Já tem no currículo a descoberta de dois planetas extra-solares, cuja existência foi divulgada, no final de Maio, no site ArXiv.org (onde os cientistas abrem os seus artigos, ainda não publicados nas revistas da especialidade, à discussão dos colegas). Tornou-se assim o primeiro astrónomo amador de Portugal a descobrir planetas extra-solares. Não há muitos como ele, mesmo a nível internacional.
A sua história de caçador de planetas começa a sério em Maio do ano passado, com um convite do astrónomo Peter McCullough, do Instituto Científico do Telescópio Espacial, em Baltimore, nos Estados Unidos (ligado ao velhinho telescópio espacial Hubble e ao seu sucessor em 2013, o James Webb).
McCullough gostaria que João Gregório fizesse parte do Projecto XO, iniciado em 2003, que procura planetas extra-solares com a preciosa colaboração dos amadores. "Fiquei muito contente. Na altura, foi um grande passo. O mundo é tão grande, Portugal tão pequeno, mas eles souberam da minha existência. Algo deu nas vistas."
Tudo começou num Natal
João Gregório já andava há algum tempo a caçar os planetas que tinham sido caçados por cientistas. Até 6 de Outubro de 1995, todos os planetas que se sabia existirem no Universo eram os do nosso sistema solar. Naquele dia, os suíços Michel Mayor e o seu estudante de doutoramento Didier Queloz, do Observatório Astronómico de Genebra, revelavam o que se suspeitava há muito tempo.
Na Via Láctea, em órbita da estrela Pégaso 51, a 50 anos-luz de distância da Terra, lá estava um planeta gigante feito de gases, com metade do tamanho de Júpiter.
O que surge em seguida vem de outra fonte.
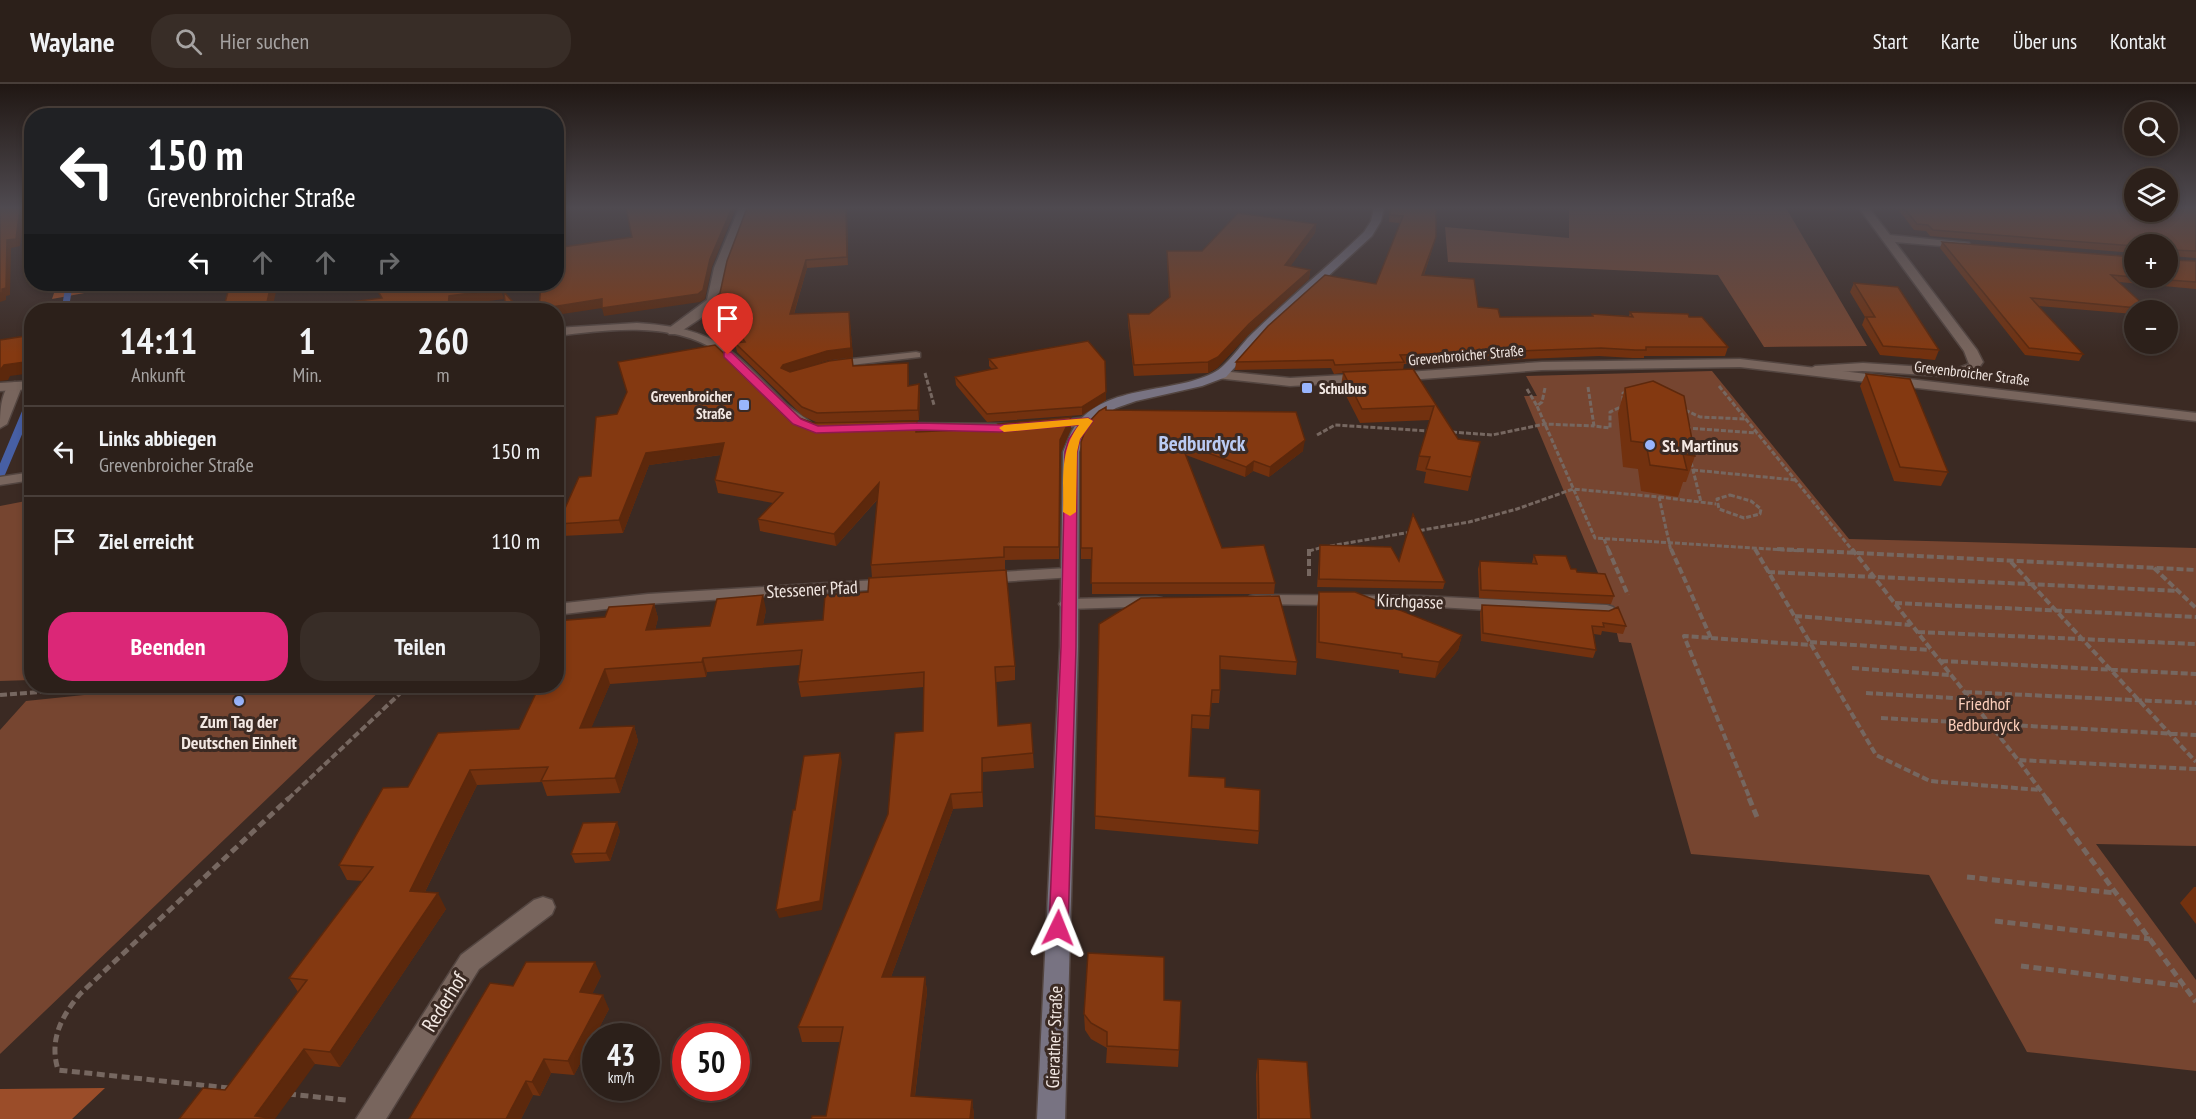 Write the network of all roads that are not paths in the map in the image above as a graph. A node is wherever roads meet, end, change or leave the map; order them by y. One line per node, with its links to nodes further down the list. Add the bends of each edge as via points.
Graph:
1 (725, 256): 5 (street, via 713,301)
2 (1344, 256): 9 (main road, via 1245,346)
3 (1900, 256): 8 (street, via 1970,350 1975,366 1956,373 1863,367)
4 (564, 331): 5 (street, via 627,327)
5 (673, 331): 16 (street, via 717,346 797,422)
6 (915, 355): 7 (lane)
7 (819, 368)
8 (1815, 370): 9 (street, Grevenbroicher Straße, via 1695,362 1534,366 1290,382); 12 (street, Grevenbroicher Straße)
9 (1221, 375): 13 (main road, Grevenbroicher Straße, via 1120,402)
10 (23, 386): 11 (street); 14 (street)
11 (0, 387)
12 (2196, 417)
13 (1088, 421): 15 (street, Grevenbroicher Straße, via 1000,429); 19 (main road, Gierather Straße, via 1074,439 1071,452)
14 (0, 424)
15 (883, 428)
16 (823, 430)
17 (24, 477): 18 (lane)
18 (6, 480)
19 (1068, 573): 20 (street); 24 (main road, Gierather Straße)
20 (963, 579)
21 (905, 583): 25 (street, Stessener Pfad, via 648,599)
22 (1240, 601): 26 (street, Kirchgasse, via 1420,601)
23 (1171, 602): 24 (street)
24 (1068, 604): 29 (main road, Gierather Straße)
25 (564, 609)
26 (1607, 611)
27 (543, 907): 28 (street, Rederhof, via 470,962)
28 (374, 1111)
29 (1051, 1119)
Foi descoberto de forma indirecta, através de pequenas oscilações da estrela, para trás e para a frente, sob o efeito da gravidade do planeta - chama-se método de velocidades radiais. Desde então, a lista de planetas não tem parado de crescer. Vai agora em cerca de 280.
Até ao ano passado, João Gregório entretinha-se a "descobrir" o que outros já tinham descoberto. Apontava o telescópio para a estrela que já sabia ter um planeta em órbita e voltava a fazer medições da luz (fotometria) que denunciavam a sua presença. "Dava-me gozo fazer a fotometria desses planetas que já tinham sido detectados", conta. Foi assim que despertou a atenção de McCullough.
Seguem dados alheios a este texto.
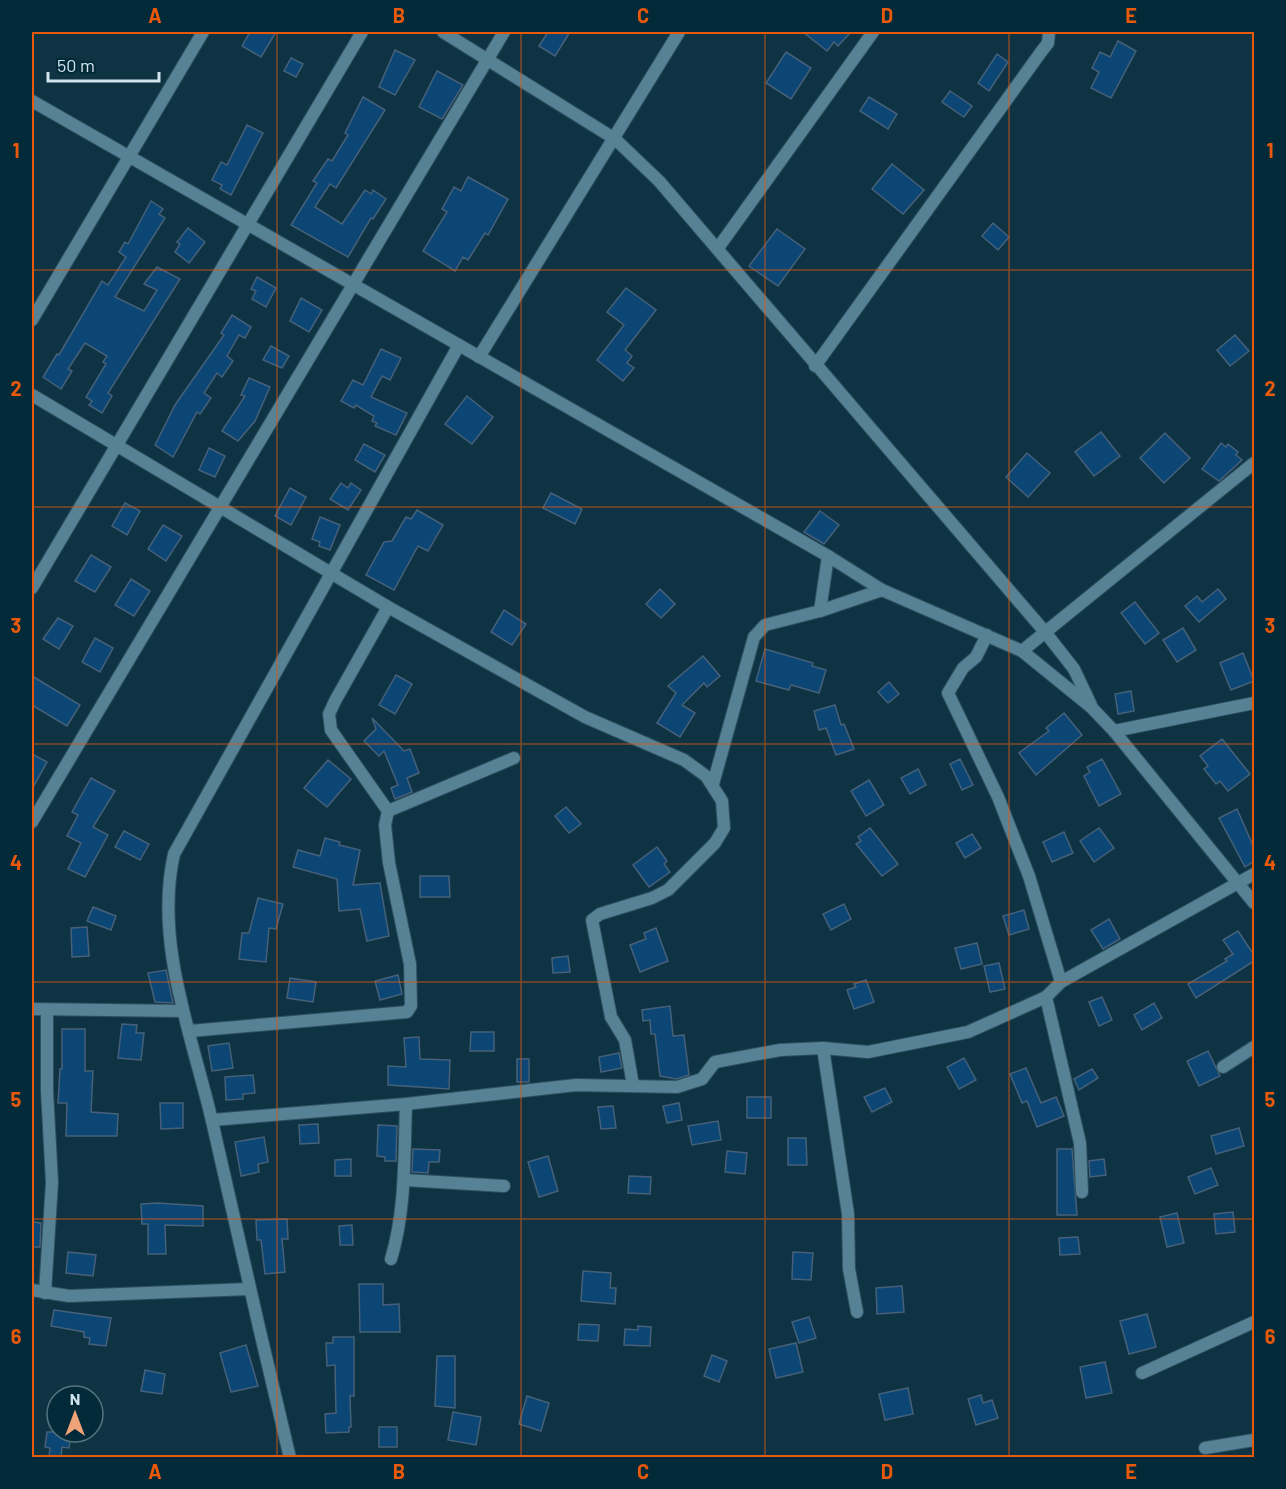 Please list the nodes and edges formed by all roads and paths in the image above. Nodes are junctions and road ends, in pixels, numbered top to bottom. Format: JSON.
{"nodes":[{"id":1,"x":203,"y":32,"type":"edge"},
{"id":2,"x":362,"y":32,"type":"edge"},
{"id":3,"x":443,"y":32,"type":"edge"},
{"id":4,"x":504,"y":32,"type":"edge"},
{"id":5,"x":679,"y":32,"type":"edge"},
{"id":6,"x":873,"y":32,"type":"edge"},
{"id":7,"x":1049,"y":32,"type":"edge"},
{"id":8,"x":488,"y":58,"type":"junction"},
{"id":9,"x":32,"y":101,"type":"edge"},
{"id":10,"x":615,"y":140,"type":"junction"},
{"id":11,"x":129,"y":156,"type":"junction"},
{"id":12,"x":247,"y":224,"type":"junction"},
{"id":13,"x":718,"y":248,"type":"junction"},
{"id":14,"x":353,"y":285,"type":"junction"},
{"id":15,"x":32,"y":320,"type":"edge"},
{"id":16,"x":459,"y":345,"type":"junction"},
{"id":17,"x":479,"y":357,"type":"junction"},
{"id":18,"x":815,"y":366,"type":"junction"},
{"id":19,"x":32,"y":394,"type":"edge"},
{"id":20,"x":116,"y":445,"type":"junction"},
{"id":21,"x":1254,"y":463,"type":"edge"},
{"id":22,"x":220,"y":507,"type":"junction"},
{"id":23,"x":828,"y":556,"type":"junction"},
{"id":24,"x":331,"y":573,"type":"junction"},
{"id":25,"x":32,"y":588,"type":"edge"},
{"id":26,"x":882,"y":590,"type":"junction"},
{"id":27,"x":388,"y":607,"type":"junction"},
{"id":28,"x":820,"y":611,"type":"junction"},
{"id":29,"x":1045,"y":632,"type":"junction"},
{"id":30,"x":987,"y":635,"type":"junction"},
{"id":31,"x":1022,"y":651,"type":"junction"},
{"id":32,"x":1254,"y":703,"type":"edge"},
{"id":33,"x":1091,"y":706,"type":"junction"},
{"id":34,"x":1114,"y":731,"type":"junction"},
{"id":35,"x":514,"y":758,"type":"dead end"},
{"id":36,"x":713,"y":784,"type":"junction"},
{"id":37,"x":388,"y":811,"type":"junction"},
{"id":38,"x":32,"y":822,"type":"edge"},
{"id":39,"x":1254,"y":874,"type":"edge"},
{"id":40,"x":1240,"y":882,"type":"junction"},
{"id":41,"x":1254,"y":903,"type":"edge"},
{"id":42,"x":1060,"y":982,"type":"junction"},
{"id":43,"x":1046,"y":997,"type":"junction"},
{"id":44,"x":32,"y":1009,"type":"edge"},
{"id":45,"x":47,"y":1010,"type":"junction"},
{"id":46,"x":183,"y":1011,"type":"junction"},
{"id":47,"x":190,"y":1031,"type":"junction"},
{"id":48,"x":1254,"y":1047,"type":"edge"},
{"id":49,"x":823,"y":1048,"type":"junction"},
{"id":50,"x":1223,"y":1067,"type":"dead end"},
{"id":51,"x":633,"y":1085,"type":"junction"},
{"id":52,"x":406,"y":1104,"type":"junction"},
{"id":53,"x":212,"y":1120,"type":"junction"},
{"id":54,"x":404,"y":1180,"type":"junction"},
{"id":55,"x":504,"y":1186,"type":"dead end"},
{"id":56,"x":1082,"y":1192,"type":"dead end"},
{"id":57,"x":391,"y":1259,"type":"dead end"},
{"id":58,"x":249,"y":1289,"type":"junction"},
{"id":59,"x":32,"y":1290,"type":"edge"},
{"id":60,"x":45,"y":1293,"type":"junction"},
{"id":61,"x":857,"y":1312,"type":"dead end"},
{"id":62,"x":1254,"y":1322,"type":"edge"},
{"id":63,"x":1142,"y":1373,"type":"dead end"},
{"id":64,"x":1254,"y":1440,"type":"edge"},
{"id":65,"x":1205,"y":1448,"type":"dead end"},
{"id":66,"x":293,"y":1457,"type":"edge"}],
"edges":[{"from":1,"to":11,"type":"street"},
{"from":2,"to":12,"type":"street"},
{"from":3,"to":8,"type":"street"},
{"from":4,"to":8,"type":"street"},
{"from":5,"to":10,"type":"street"},
{"from":6,"to":13,"type":"street"},
{"from":7,"to":18,"type":"street"},
{"from":8,"to":10,"type":"street"},
{"from":8,"to":14,"type":"street"},
{"from":9,"to":11,"type":"street"},
{"from":10,"to":13,"type":"street"},
{"from":10,"to":17,"type":"street"},
{"from":11,"to":12,"type":"street"},
{"from":11,"to":15,"type":"street"},
{"from":12,"to":14,"type":"street"},
{"from":12,"to":20,"type":"street"},
{"from":13,"to":18,"type":"street"},
{"from":14,"to":16,"type":"street"},
{"from":14,"to":22,"type":"street"},
{"from":16,"to":17,"type":"street"},
{"from":16,"to":24,"type":"street"},
{"from":17,"to":23,"type":"street"},
{"from":18,"to":29,"type":"street"},
{"from":19,"to":20,"type":"street"},
{"from":20,"to":22,"type":"street"},
{"from":20,"to":25,"type":"street"},
{"from":21,"to":29,"type":"street"},
{"from":22,"to":24,"type":"street"},
{"from":22,"to":38,"type":"street"},
{"from":23,"to":26,"type":"street"},
{"from":23,"to":28,"type":"street"},
{"from":24,"to":27,"type":"street"},
{"from":24,"to":46,"type":"street"},
{"from":26,"to":28,"type":"street"},
{"from":26,"to":30,"type":"street"},
{"from":27,"to":36,"type":"street"},
{"from":27,"to":37,"type":"street"},
{"from":28,"to":36,"type":"street"},
{"from":29,"to":31,"type":"street"},
{"from":29,"to":33,"type":"street"},
{"from":30,"to":31,"type":"street"},
{"from":30,"to":42,"type":"street"},
{"from":31,"to":33,"type":"street"},
{"from":32,"to":34,"type":"street"},
{"from":33,"to":34,"type":"street"},
{"from":34,"to":40,"type":"street"},
{"from":35,"to":37,"type":"street"},
{"from":36,"to":51,"type":"street"},
{"from":37,"to":47,"type":"street"},
{"from":39,"to":40,"type":"street"},
{"from":40,"to":41,"type":"street"},
{"from":40,"to":42,"type":"street"},
{"from":42,"to":43,"type":"street"},
{"from":43,"to":49,"type":"street"},
{"from":43,"to":56,"type":"street"},
{"from":44,"to":45,"type":"street"},
{"from":45,"to":46,"type":"street"},
{"from":45,"to":60,"type":"street"},
{"from":46,"to":47,"type":"street"},
{"from":47,"to":53,"type":"street"},
{"from":48,"to":50,"type":"street"},
{"from":49,"to":51,"type":"street"},
{"from":49,"to":61,"type":"street"},
{"from":51,"to":52,"type":"street"},
{"from":52,"to":53,"type":"street"},
{"from":52,"to":54,"type":"street"},
{"from":53,"to":58,"type":"street"},
{"from":54,"to":55,"type":"street"},
{"from":54,"to":57,"type":"street"},
{"from":58,"to":60,"type":"street"},
{"from":58,"to":66,"type":"street"},
{"from":59,"to":60,"type":"street"},
{"from":62,"to":63,"type":"street"},
{"from":64,"to":65,"type":"street"}]}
Agora é um dos 11 astrónomos amadores (seis nos Estados Unidos e cinco na Europa ) do Projecto XO. De Portugal é o único; os outros europeus são de Espanha, Itália e Bélgica.
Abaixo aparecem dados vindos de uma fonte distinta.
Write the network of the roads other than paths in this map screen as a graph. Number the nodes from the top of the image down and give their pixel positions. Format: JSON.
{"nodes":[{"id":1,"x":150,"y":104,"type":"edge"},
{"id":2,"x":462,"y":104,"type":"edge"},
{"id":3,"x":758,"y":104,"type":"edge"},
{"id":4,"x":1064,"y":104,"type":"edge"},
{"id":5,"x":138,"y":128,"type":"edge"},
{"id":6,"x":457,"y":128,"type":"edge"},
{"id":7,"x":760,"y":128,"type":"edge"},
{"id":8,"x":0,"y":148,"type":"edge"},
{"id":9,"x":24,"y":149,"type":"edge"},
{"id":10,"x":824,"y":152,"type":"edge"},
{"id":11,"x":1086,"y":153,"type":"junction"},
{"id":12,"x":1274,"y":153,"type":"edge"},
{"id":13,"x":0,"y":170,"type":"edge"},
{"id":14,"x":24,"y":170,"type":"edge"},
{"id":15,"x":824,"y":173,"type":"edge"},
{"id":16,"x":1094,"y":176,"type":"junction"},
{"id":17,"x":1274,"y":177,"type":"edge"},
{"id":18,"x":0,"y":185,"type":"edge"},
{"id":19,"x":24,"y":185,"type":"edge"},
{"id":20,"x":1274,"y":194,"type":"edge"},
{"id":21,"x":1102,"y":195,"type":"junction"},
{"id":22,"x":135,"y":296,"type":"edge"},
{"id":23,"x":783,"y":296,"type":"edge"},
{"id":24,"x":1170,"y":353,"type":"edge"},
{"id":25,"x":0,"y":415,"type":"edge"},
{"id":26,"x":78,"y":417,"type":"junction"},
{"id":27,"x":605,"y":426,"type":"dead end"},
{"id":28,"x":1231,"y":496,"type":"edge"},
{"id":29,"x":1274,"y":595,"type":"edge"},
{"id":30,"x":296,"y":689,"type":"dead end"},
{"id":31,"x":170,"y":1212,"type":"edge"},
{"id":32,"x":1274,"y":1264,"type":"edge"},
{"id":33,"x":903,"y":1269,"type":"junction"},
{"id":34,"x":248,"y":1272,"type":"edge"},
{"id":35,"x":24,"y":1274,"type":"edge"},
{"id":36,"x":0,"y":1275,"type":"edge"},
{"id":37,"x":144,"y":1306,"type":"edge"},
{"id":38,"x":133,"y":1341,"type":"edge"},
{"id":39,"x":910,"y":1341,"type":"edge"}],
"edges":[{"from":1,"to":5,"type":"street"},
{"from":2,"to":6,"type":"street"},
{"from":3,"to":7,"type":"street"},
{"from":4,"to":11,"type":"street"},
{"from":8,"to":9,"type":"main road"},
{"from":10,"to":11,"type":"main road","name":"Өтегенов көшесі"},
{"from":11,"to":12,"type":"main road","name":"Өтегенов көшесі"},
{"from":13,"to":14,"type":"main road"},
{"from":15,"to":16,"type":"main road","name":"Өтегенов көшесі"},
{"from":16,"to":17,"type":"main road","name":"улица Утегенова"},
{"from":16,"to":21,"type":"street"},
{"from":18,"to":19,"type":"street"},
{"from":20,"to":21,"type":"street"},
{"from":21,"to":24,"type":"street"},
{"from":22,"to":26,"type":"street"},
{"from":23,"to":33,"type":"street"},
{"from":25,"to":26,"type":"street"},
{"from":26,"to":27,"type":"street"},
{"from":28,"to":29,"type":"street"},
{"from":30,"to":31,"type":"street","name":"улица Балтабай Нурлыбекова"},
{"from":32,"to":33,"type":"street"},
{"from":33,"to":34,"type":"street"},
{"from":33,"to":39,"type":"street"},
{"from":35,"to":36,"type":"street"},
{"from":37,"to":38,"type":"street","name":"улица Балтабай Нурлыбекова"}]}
Em apenas um ano no projecto já colheu frutos de ter o nome em dois artigos científicos associados a dois planetas (o XO-4b e o XO-5b), ambos na constelação do Lince, a mais de 800 anos-luz de distância da Terra e a demorarem apenas quatro dias a completar uma órbita às suas estrelas. "São planetas de uma classe que se chama Júpiter, porque são grandes. É por serem tão grandes que conseguimos detectá-los. Planetas do tipo da Terra estão longe de ser fáceis de detectar."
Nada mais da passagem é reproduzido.